June 15, 2008 at 12:34 pm (Books, Science Fiction)

by Kathleen Ann Goonan
1th novel of the Nanotech-Quartet

A rhapsody was a work of many pieces stitched together. This sentence on the last page of the novel explains so much about my reaction to the book. The whole narrative and theme of the nanotech-quartet is informed by Jazz, a form of music I can’t stand the least. In this particular case the book is also structured like a rhapsody, which I admit is, whether done consciously or nor, a clever trick. But it doesn’t mean it’s successful at making this a better book. But as I said, I can’t stand Jazz (I’m more a metal guy) and this might be the reason why I didn’t enjoy reading it as much. I wonder if people who like Jazz are better accustomed to appreciate the structure of the book.

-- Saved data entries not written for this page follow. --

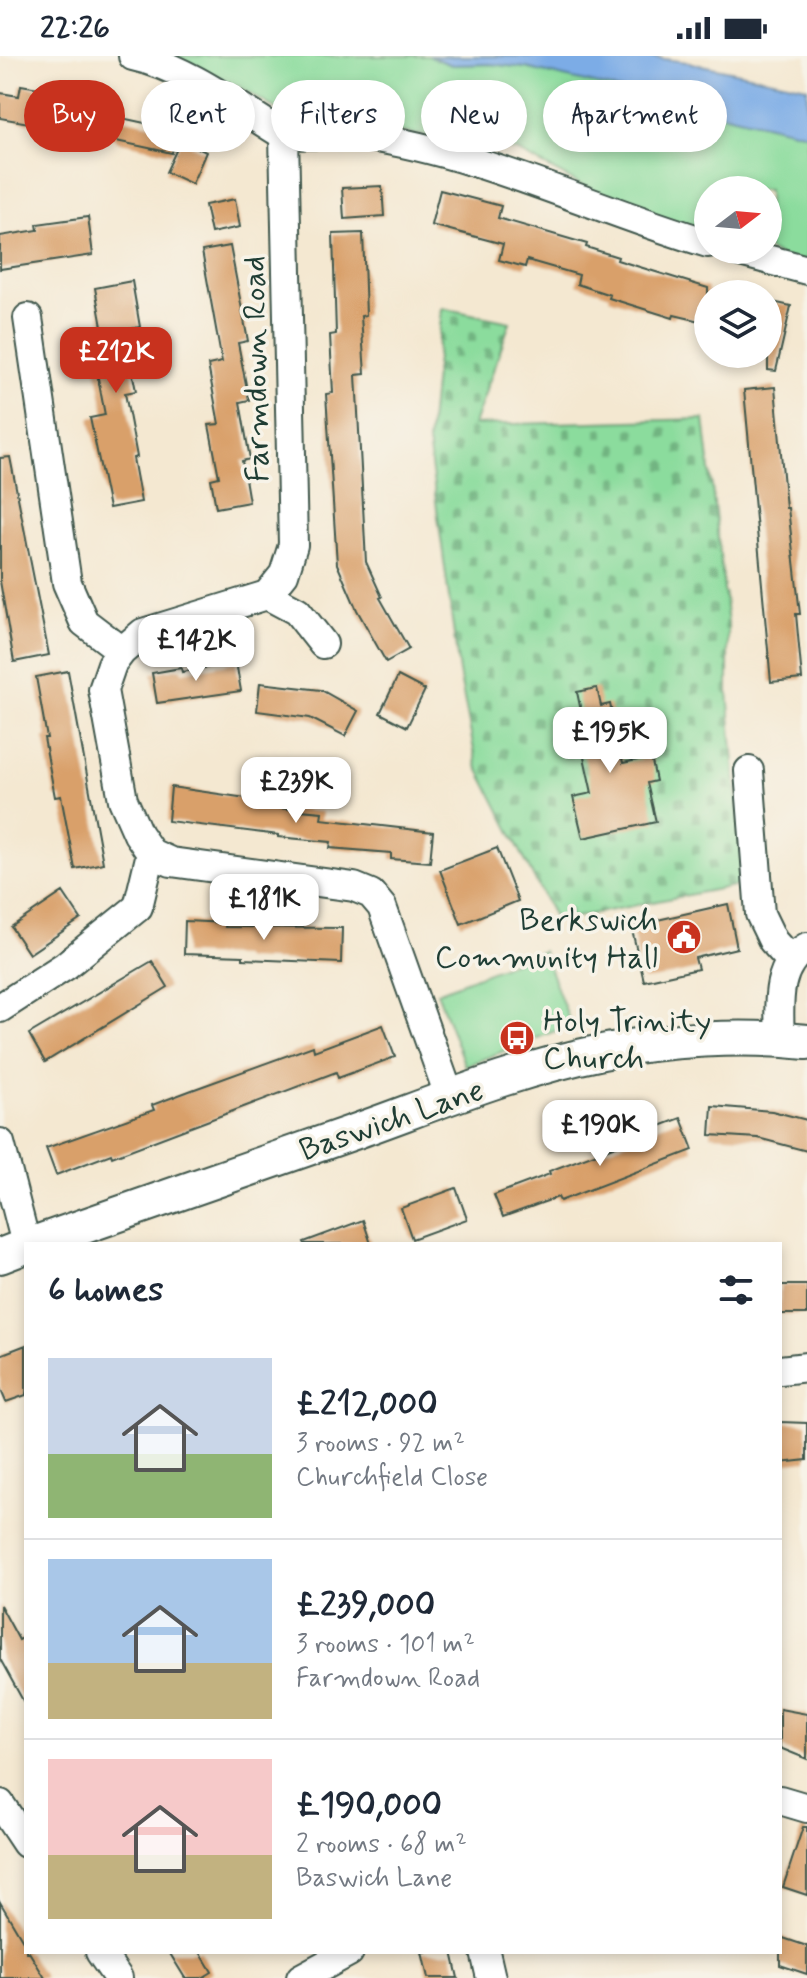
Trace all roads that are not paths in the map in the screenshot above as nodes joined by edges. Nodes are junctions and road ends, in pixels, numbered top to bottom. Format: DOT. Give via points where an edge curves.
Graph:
graph roads {
  1 [pos="133,56"];
  2 [pos="271,127"];
  3 [pos="405,146"];
  4 [pos="284,152"];
  5 [pos="694,239"];
  6 [pos="782,263"];
  7 [pos="807,270"];
  8 [pos="28,318"];
  9 [pos="267,595"];
  10 [pos="323,644"];
  11 [pos="122,651"];
  12 [pos="749,771"];
  13 [pos="151,853"];
  14 [pos="799,954"];
  15 [pos="0,1008"];
  16 [pos="794,1040"];
  17 [pos="450,1098"];
  18 [pos="0,1143"];
  19 [pos="25,1242"];
  20 [pos="39,1242"];
  21 [pos="24,1246"];
  22 [pos="0,1256"];
  23 [pos="807,1367"];
  24 [pos="782,1370"];
  25 [pos="782,1801"];
  26 [pos="0,1804"];
  27 [pos="807,1808"];
  28 [pos="24,1840"];
  29 [pos="101,1954"];
  30 [pos="345,1954"];
  31 [pos="485,1954"];
  32 [pos="118,1978"];
  33 [pos="301,1978"];
  34 [pos="491,1978"];
  1 -- 2 [label="street" via="207,88"];
  3 -- 5 [label="street" via="461,158"];
  4 -- 9 [label="street, Farmdown Road" via="293,545 284,574"];
  6 -- 7 [label="street"];
  8 -- 11 [label="street" via="67,583 84,622"];
  9 -- 10 [label="street" via="297,611"];
  9 -- 11 [label="street" via="143,633"];
  11 -- 13 [label="street" via="103,690 123,800"];
  12 -- 14 [label="street" via="760,914 773,941"];
  13 -- 15 [label="street" via="138,907 65,966"];
  13 -- 17 [label="street" via="171,862 354,887 371,894 382,907"];
  14 -- 16 [label="street" via="779,995"];
  16 -- 17 [label="street, Baswich Lane" via="693,1041 601,1052"];
  17 -- 20 [label="street, Baswich Lane"];
  18 -- 19 [label="street"];
  21 -- 22 [label="street"];
  23 -- 24 [label="street"];
  25 -- 27 [label="street"];
  26 -- 28 [label="street"];
  29 -- 32 [label="street"];
  30 -- 33 [label="street"];
  31 -- 34 [label="street"];
}
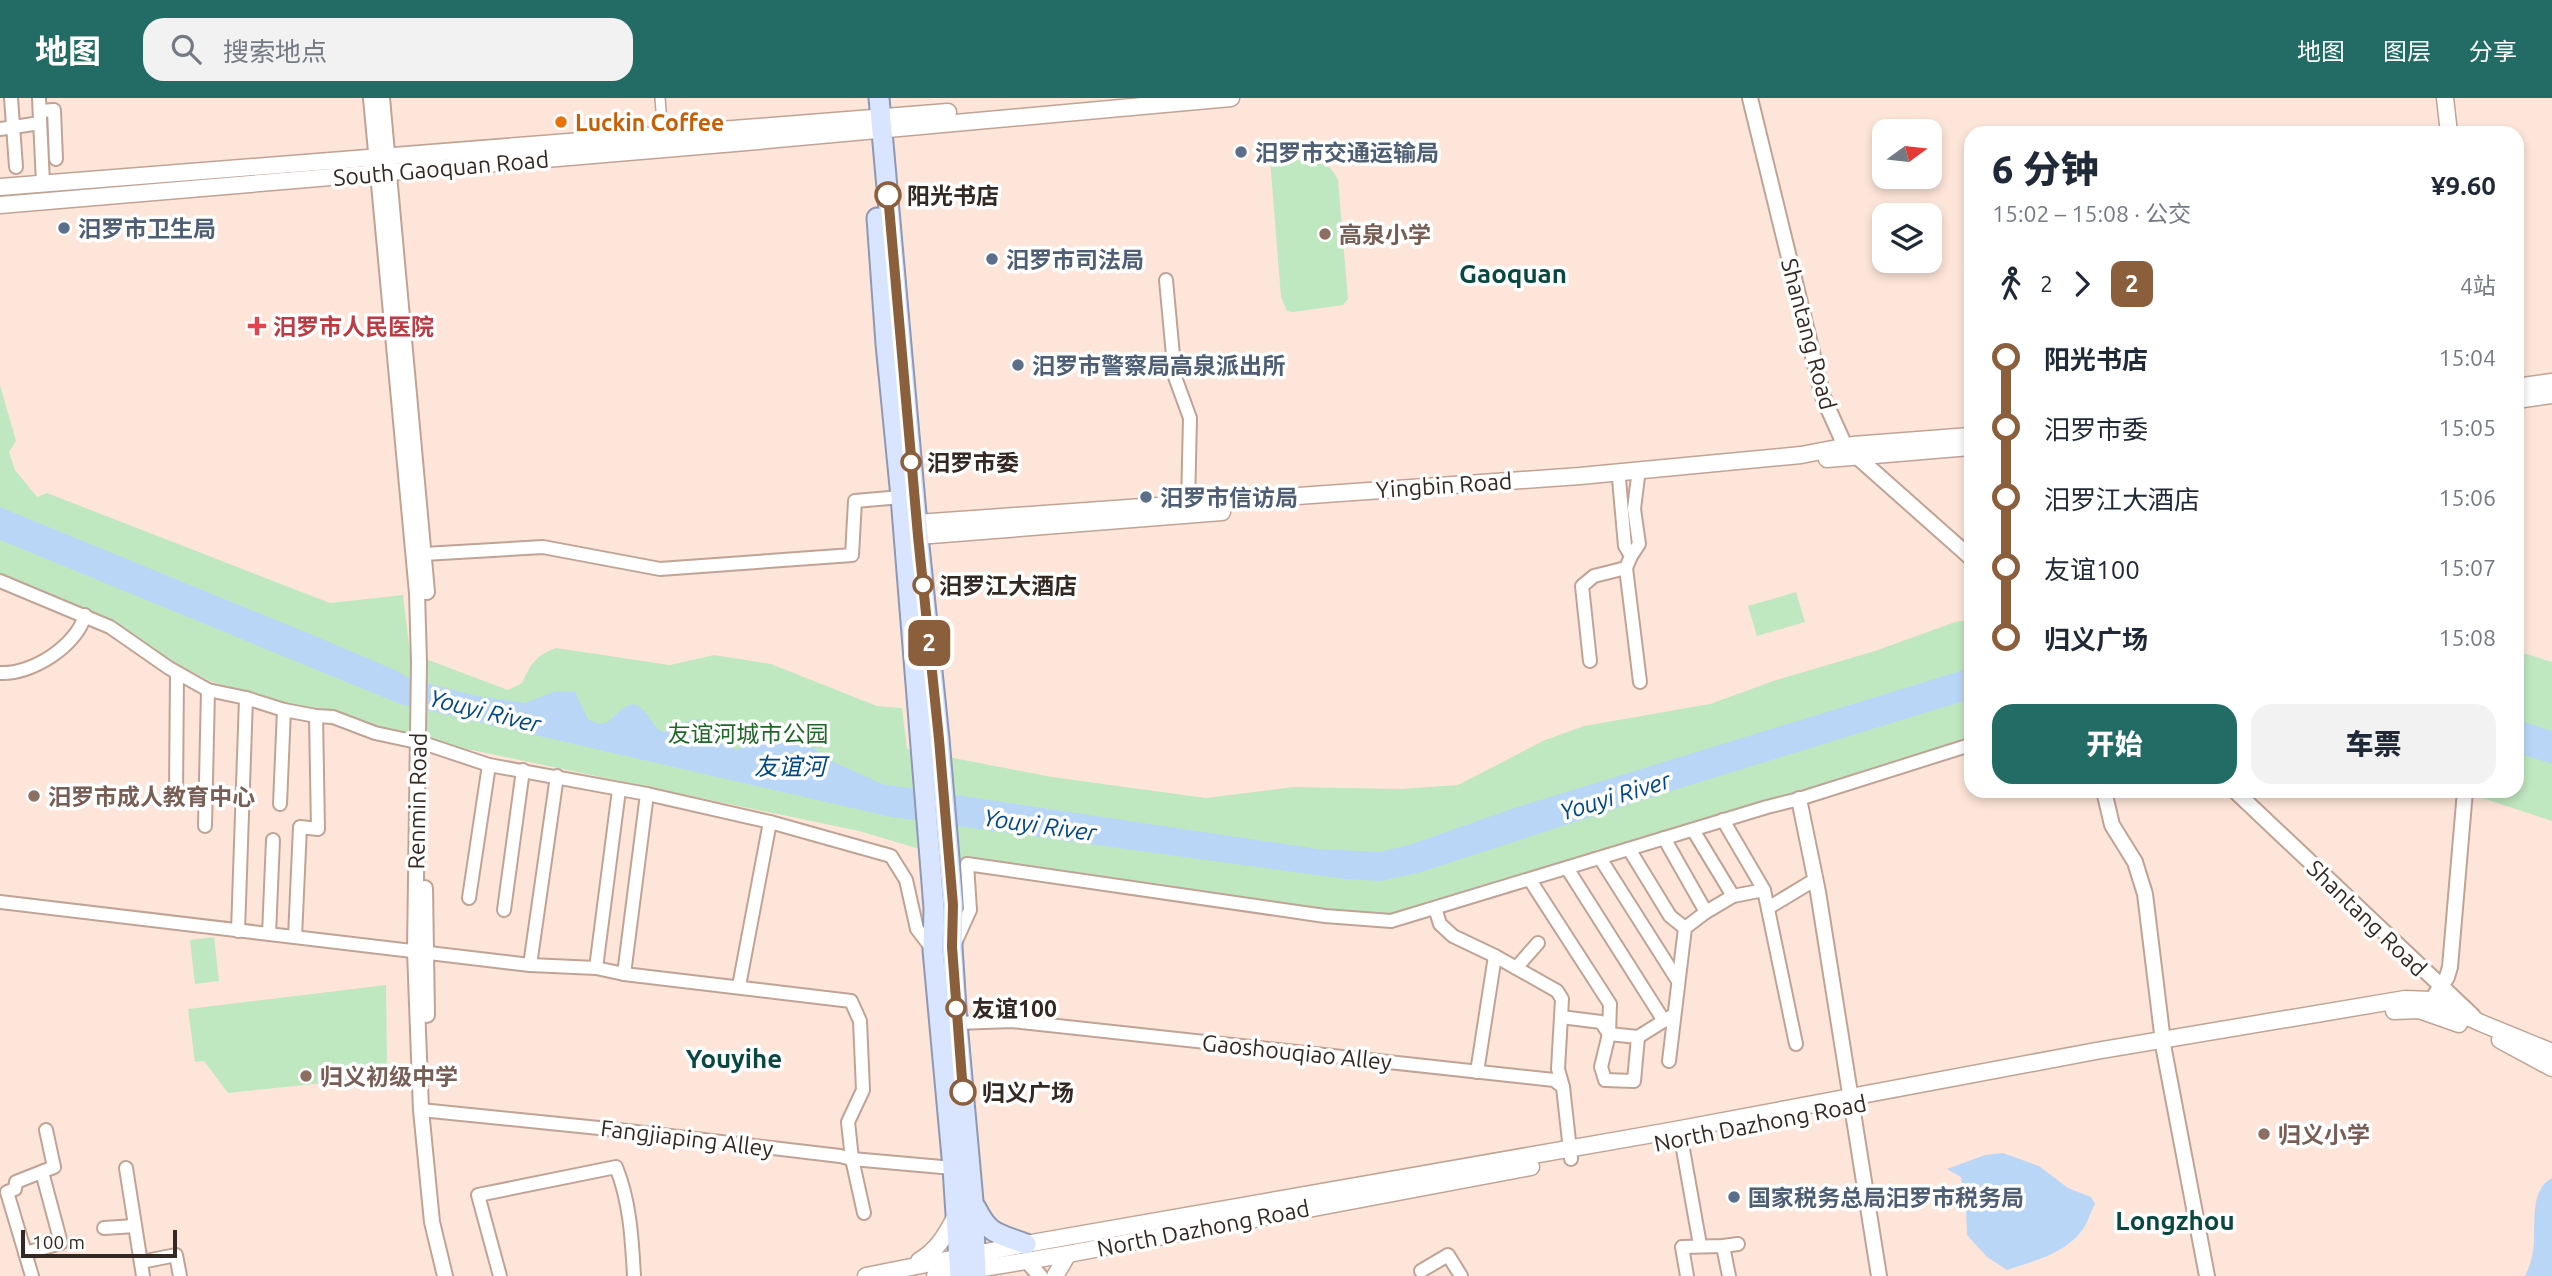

Crescent City Rhapsody is a prequel, written after the first two books in the nanotech-jazz sequence, but set in the very beginning. It follows a wide cast of people who live through the onset of the nanotech-change that utterly transforms the world. It has some very fascinating and novel ideas, and it’s cool to see the world transformed by nanotech-plagues. It’s a postapocalpytic-nanotech-run-amok novel. That’s the good thing.

The start of the novel is perfect, one of the main (and more interesting) characters gets killed and soon revived. But after that the pacing slows down to a crawl and we have to follow the lives of too many different people, who always get cut short when it becomes interesting following their lives. Until around page 300 the book is rather tedious to follow, even if it’s well written. Then the really interesting things start to happen, which Kyoto infected by a nanotech-surge that makes people into zombies and events starting to spiral out of control. But even despite the plot becoming more interesting, the book lacks an emotional core, trying to make the reader invested in too many people and ending up with no one caring at all about any character. I really appreciated the setting and the nanocalypse, but would have liked a less-is-more approach on the character and subplot front.